Der Iran will mit Geisel-Diplomatie einen iranischen Geschäftsmann freipressen und vor neuen Atomgesprächen den Druck auf Europa erhöhen. Die italienische Journalistin Cecilia Sala, die seit dem 19. Dezember in Teheran in Haft sitzt, wird so zum Faustpfand im Streit zwischen dem Iran und dem Westen.

Drei Tage vor Salas Festnahme hatten die italienischen Behörden den iranischen Geschäftsmann Mohammad Abedini in Mailand verhaftet. Was der Journalistin vorgeworfen wird, ist nicht bekannt. Abedini sitzt in Italien auf Wunsch der USA in Haft. Washington will seine Auslieferung, weil seine Firma am Bau von iranischen Kampfdrohnen mitgewirkt haben soll, mit denen drei US-Soldaten getötet wurden. Der Iran fordert seine Freilassung.

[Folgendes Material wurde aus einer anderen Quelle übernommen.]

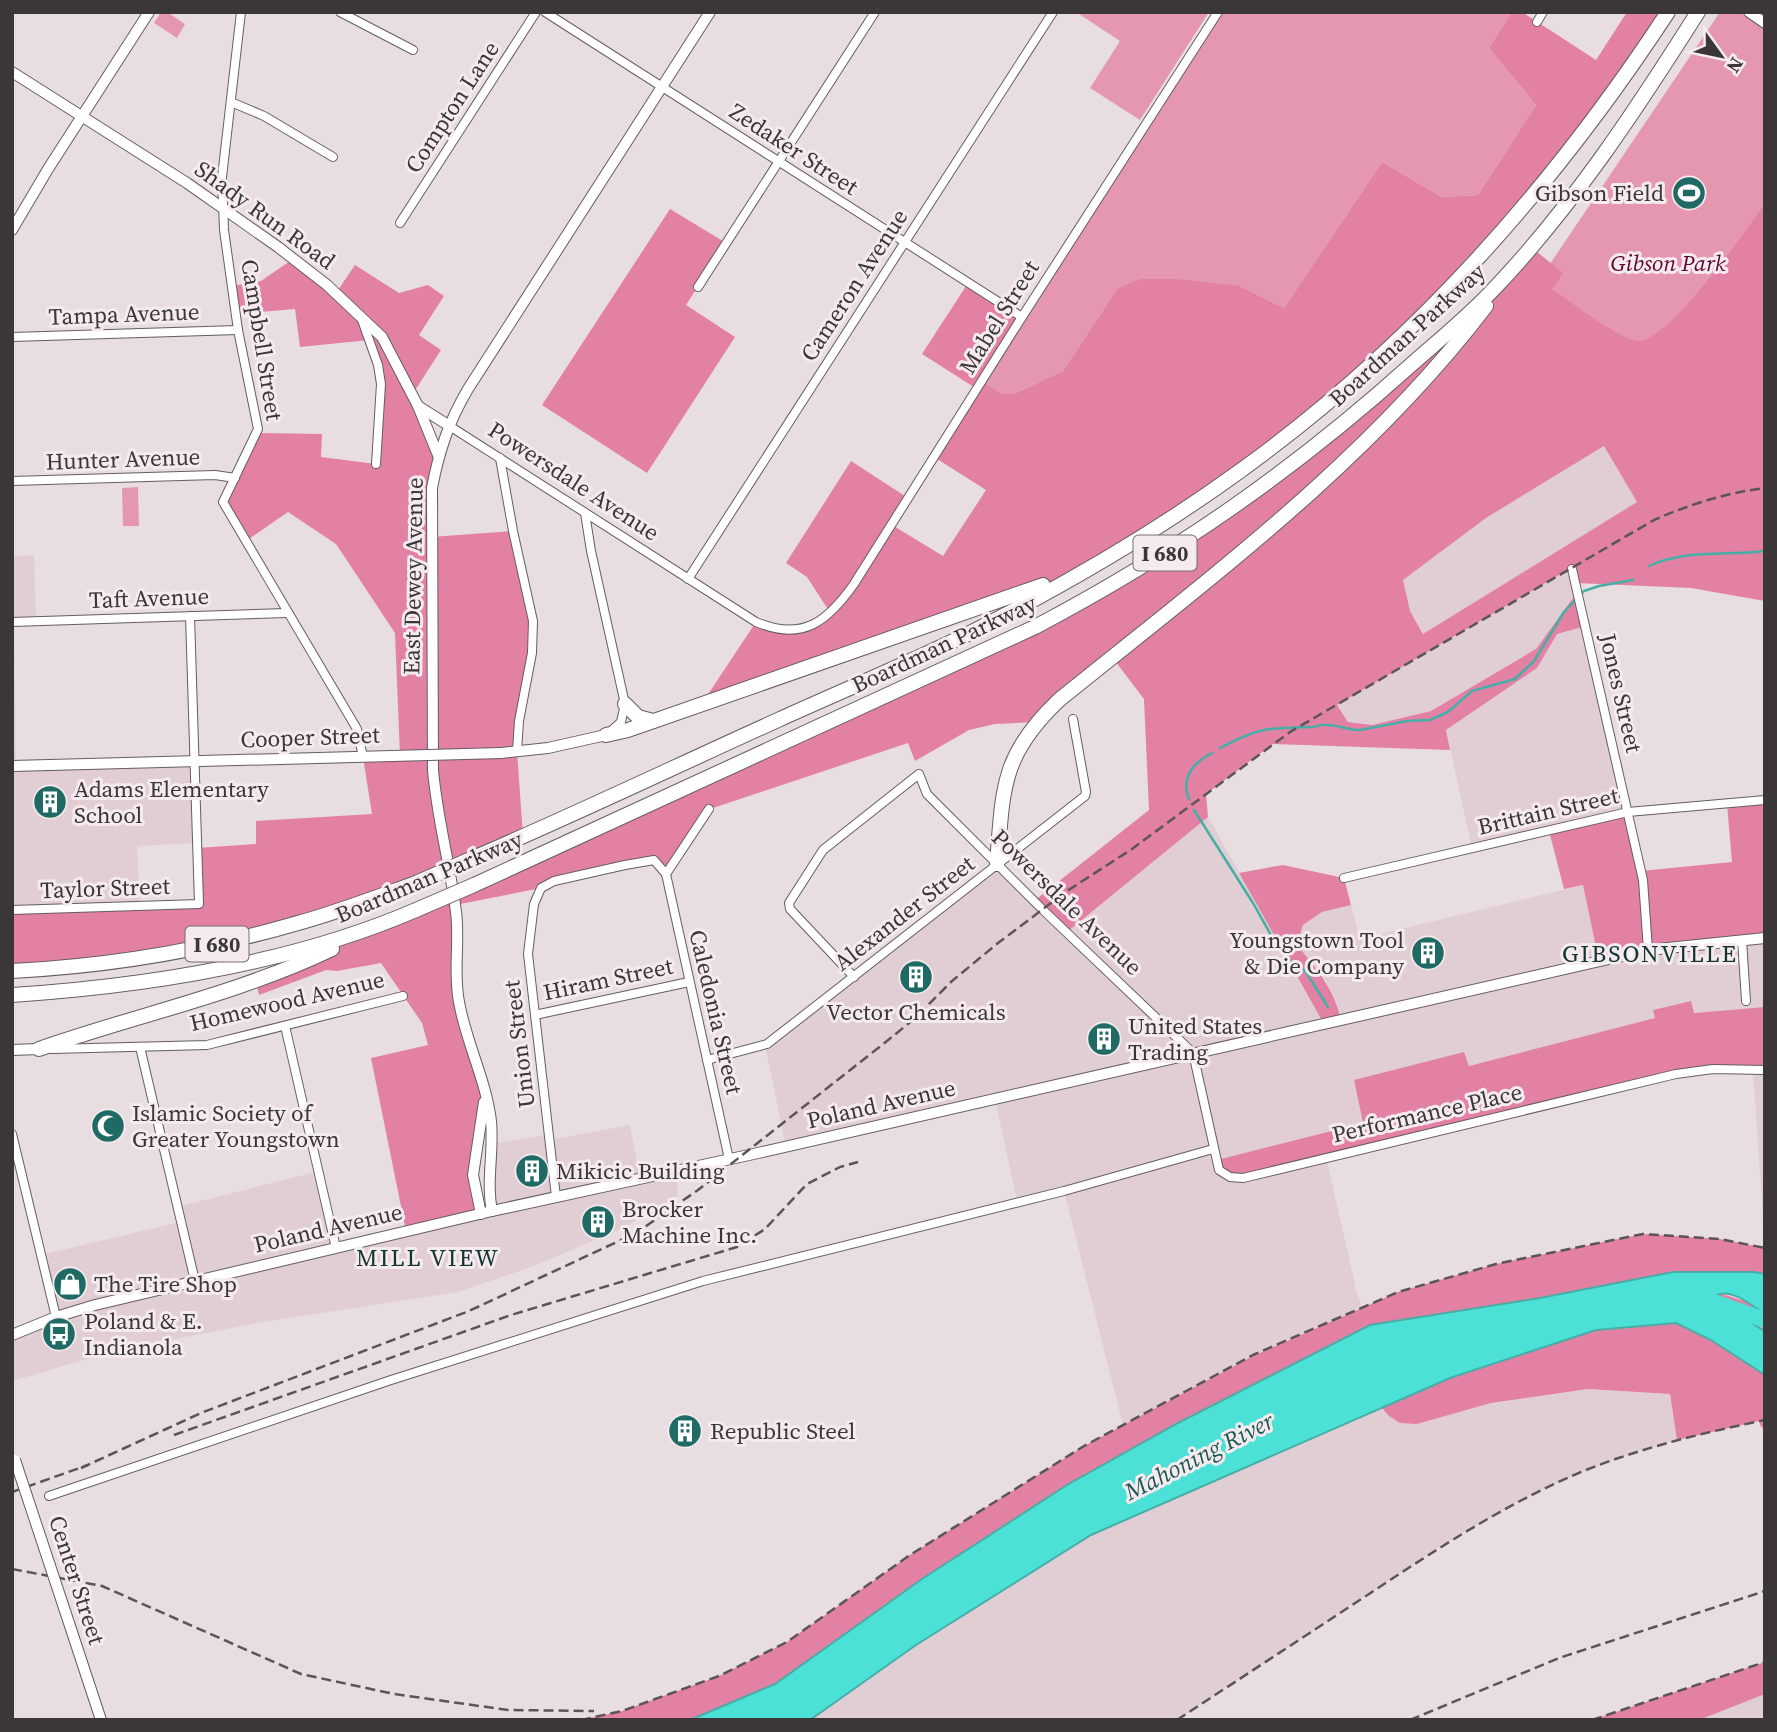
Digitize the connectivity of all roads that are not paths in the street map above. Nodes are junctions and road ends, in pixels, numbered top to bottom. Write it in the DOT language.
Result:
graph roads {
  1 [pos="149,12"];
  2 [pos="241,12"];
  3 [pos="340,12"];
  4 [pos="536,12"];
  5 [pos="545,12"];
  6 [pos="710,12"];
  7 [pos="875,12"];
  8 [pos="1053,12"];
  9 [pos="1218,12"];
  10 [pos="1543,12"];
  11 [pos="1661,12"];
  12 [pos="1668,12"];
  13 [pos="1698,12"];
  14 [pos="1750,13"];
  15 [pos="1537,22"];
  16 [pos="1765,23"];
  17 [pos="413,50"];
  18 [pos="12,72"];
  19 [pos="1629,72"];
  20 [pos="662,87"];
  21 [pos="231,102"];
  22 [pos="82,116"];
  23 [pos="333,157"];
  24 [pos="779,162"];
  25 [pos="223,208"];
  26 [pos="400,223"];
  27 [pos="12,230"];
  28 [pos="1538,238"];
  29 [pos="905,243"];
  30 [pos="698,287"];
  31 [pos="1022,317"];
  32 [pos="362,320"];
  33 [pos="238,330"];
  34 [pos="12,337"];
  35 [pos="418,406"];
  36 [pos="448,425"];
  37 [pos="438,455"];
  38 [pos="500,458"];
  39 [pos="376,464"];
  40 [pos="234,478"];
  41 [pos="12,481"];
  42 [pos="585,513"];
  43 [pos="1100,561"];
  44 [pos="1572,569"];
  45 [pos="688,579"];
  46 [pos="287,613"];
  47 [pos="190,616"];
  48 [pos="12,622"];
  49 [pos="801,629"];
  50 [pos="625,704"];
  51 [pos="1073,719"];
  52 [pos="653,721"];
  53 [pos="606,735"];
  54 [pos="517,751"];
  55 [pos="363,757"];
  56 [pos="194,761"];
  57 [pos="12,766"];
  58 [pos="1765,800"];
  59 [pos="709,809"];
  60 [pos="1628,812"];
  61 [pos="997,864"];
  62 [pos="666,874"];
  63 [pos="1344,878"];
  64 [pos="12,910"];
  65 [pos="400,918"];
  66 [pos="1765,938"];
  67 [pos="1742,940"];
  68 [pos="1648,950"];
  69 [pos="12,971"];
  70 [pos="854,977"];
  71 [pos="689,982"];
  72 [pos="12,995"];
  73 [pos="403,996"];
  74 [pos="1746,1000"];
  75 [pos="535,1014"];
  76 [pos="285,1026"];
  77 [pos="140,1047"];
  78 [pos="39,1049"];
  79 [pos="12,1050"];
  80 [pos="1193,1053"];
  81 [pos="707,1060"];
  82 [pos="1765,1070"];
  83 [pos="485,1096"];
  84 [pos="12,1134"];
  85 [pos="1213,1149"];
  86 [pos="729,1159"];
  87 [pos="556,1197"];
  88 [pos="486,1212"];
  89 [pos="336,1248"];
  90 [pos="195,1281"];
  91 [pos="55,1317"];
  92 [pos="12,1335"];
  93 [pos="14,1456"];
  94 [pos="49,1496"];
  95 [pos="101,1720"];
  1 -- 22 [label="street"];
  2 -- 21 [label="street, Campbell Street"];
  3 -- 17 [label="street"];
  4 -- 26 [label="street, Compton Lane"];
  5 -- 20 [label="street, Zedaker Street"];
  6 -- 20 [label="street, East Dewey Avenue"];
  7 -- 24 [label="street"];
  8 -- 29 [label="street, Cameron Avenue"];
  9 -- 31 [label="street, Mabel Street"];
  10 -- 15 [label="street"];
  11 -- 19 [label="highway"];
  12 -- 19 [label="highway, Boardman Parkway / I 680"];
  13 -- 28 [label="highway, Boardman Parkway / I 680"];
  14 -- 16 [label="street"];
  18 -- 22 [label="street, Shady Run Road"];
  19 -- 43 [label="highway, Boardman Parkway / I 680"];
  20 -- 24 [label="street, Zedaker Street"];
  20 -- 36 [label="street, East Dewey Avenue"];
  21 -- 23 [label="street"];
  21 -- 25 [label="street, Campbell Street"];
  22 -- 25 [label="street, Shady Run Road"];
  22 -- 27 [label="street"];
  24 -- 29 [label="street, Zedaker Street"];
  24 -- 30 [label="street"];
  25 -- 32 [label="street, Shady Run Road"];
  25 -- 33 [label="street, Campbell Street"];
  28 -- 61 [label="highway"];
  28 -- 65 [label="highway, Boardman Parkway / I 680, bridge"];
  29 -- 31 [label="street, Zedaker Street"];
  29 -- 45 [label="street, Cameron Avenue"];
  31 -- 49 [label="street, Mabel Street"];
  32 -- 35 [label="street"];
  32 -- 39 [label="street, Shady Run Road"];
  33 -- 34 [label="street, Tampa Avenue"];
  33 -- 40 [label="street, Campbell Street"];
  35 -- 36 [label="street, Powersdale Avenue"];
  35 -- 37 [label="street"];
  36 -- 37 [label="street, East Dewey Avenue"];
  36 -- 38 [label="street, Powersdale Avenue"];
  37 -- 83 [label="street, East Dewey Avenue"];
  38 -- 42 [label="street, Powersdale Avenue"];
  38 -- 54 [label="street"];
  40 -- 41 [label="street, Hunter Avenue"];
  40 -- 46 [label="street, Campbell Street"];
  42 -- 45 [label="street, Powersdale Avenue"];
  42 -- 50 [label="street"];
  43 -- 52 [label="highway"];
  43 -- 69 [label="highway, Boardman Parkway / I 680, bridge"];
  44 -- 60 [label="street, Jones Street"];
  45 -- 49 [label="street, Powersdale Avenue"];
  46 -- 47 [label="street, Taft Avenue"];
  46 -- 55 [label="street, Campbell Street"];
  47 -- 48 [label="street, Taft Avenue"];
  47 -- 56 [label="street"];
  50 -- 52 [label="highway"];
  50 -- 53 [label="street"];
  51 -- 61 [label="street, Alexander Street"];
  52 -- 53 [label="highway"];
  53 -- 54 [label="street, Cooper Street"];
  54 -- 55 [label="street, Cooper Street, bridge"];
  55 -- 56 [label="street, Cooper Street"];
  56 -- 57 [label="street, Cooper Street"];
  56 -- 64 [label="street, Taylor Street"];
  58 -- 60 [label="street, Brittain Street"];
  59 -- 62 [label="street"];
  60 -- 63 [label="street, Brittain Street"];
  60 -- 68 [label="street, Jones Street"];
  61 -- 70 [label="street, Alexander Street"];
  61 -- 70 [label="street, Powersdale Avenue"];
  61 -- 80 [label="street, Powersdale Avenue"];
  62 -- 71 [label="street, Caledonia Street"];
  62 -- 75 [label="street, Union Street"];
  65 -- 72 [label="highway, Boardman Parkway / I 680"];
  65 -- 78 [label="highway"];
  66 -- 67 [label="street, Poland Avenue"];
  67 -- 68 [label="street, Poland Avenue"];
  67 -- 74 [label="street"];
  68 -- 80 [label="street, Poland Avenue"];
  70 -- 81 [label="street, Alexander Street"];
  71 -- 75 [label="street, Hiram Street"];
  71 -- 81 [label="street, Caledonia Street"];
  73 -- 76 [label="street, Homewood Avenue"];
  75 -- 87 [label="street, Union Street"];
  76 -- 77 [label="street, Homewood Avenue"];
  76 -- 89 [label="street"];
  77 -- 78 [label="street, Homewood Avenue"];
  77 -- 90 [label="street"];
  78 -- 79 [label="street, Homewood Avenue"];
  80 -- 85 [label="street, Performance Place"];
  80 -- 86 [label="street, Poland Avenue"];
  81 -- 86 [label="street, Caledonia Street"];
  82 -- 85 [label="street, Performance Place"];
  83 -- 88 [label="street, East Dewey Avenue"];
  83 -- 88 [label="street"];
  84 -- 91 [label="street"];
  85 -- 94 [label="street"];
  86 -- 87 [label="street, Poland Avenue"];
  87 -- 88 [label="street, Poland Avenue"];
  88 -- 89 [label="street, Poland Avenue"];
  89 -- 90 [label="street, Poland Avenue"];
  90 -- 91 [label="street, Poland Avenue"];
  91 -- 92 [label="street, Poland Avenue"];
  93 -- 95 [label="street, Center Street, bridge"];
}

Iran will Gefangene austauschen

Nun brachte Teheran die beiden Fälle erstmals offiziell miteinander in Zusammenhang und deutete an, dass der Iran die Journalistin gegen den Geschäftsmann austauschen will: Die staatliche Nachrichtenagentur Irna meldete, der iranische Botschafter in Rom habe mit dem italienischen Außenministerium sowohl über Sala als auch über Abedini gesprochen. Der Iran hat in den vergangenen Jahren schon mehrmals mit der Festnahme westlicher Staatsbürger die Freilassung von Iranern im Ausland erpresst.

Die Festnahme der Reporterin widerspricht auf den ersten Blick dem Ziel des iranischen Präsidenten Massud Peseschkian, die Beziehungen zum Westen zu verbessern. Peseschkians Regierung begann im November neue Atomgespräche mit europäischen Staaten, die nach iranischen Angaben am 13. Januar in Genf fortgesetzt werden sollen. Auch mit dem künftigen US-Präsidenten Donald Trump will Peseschkian ins Geschäft kommen. Teheran strebt ein neues Abkommen mit Regeln für das iranische Atomprogramm an, um den Westen zur Abschaffung von Wirtschaftssanktionen zu bewegen.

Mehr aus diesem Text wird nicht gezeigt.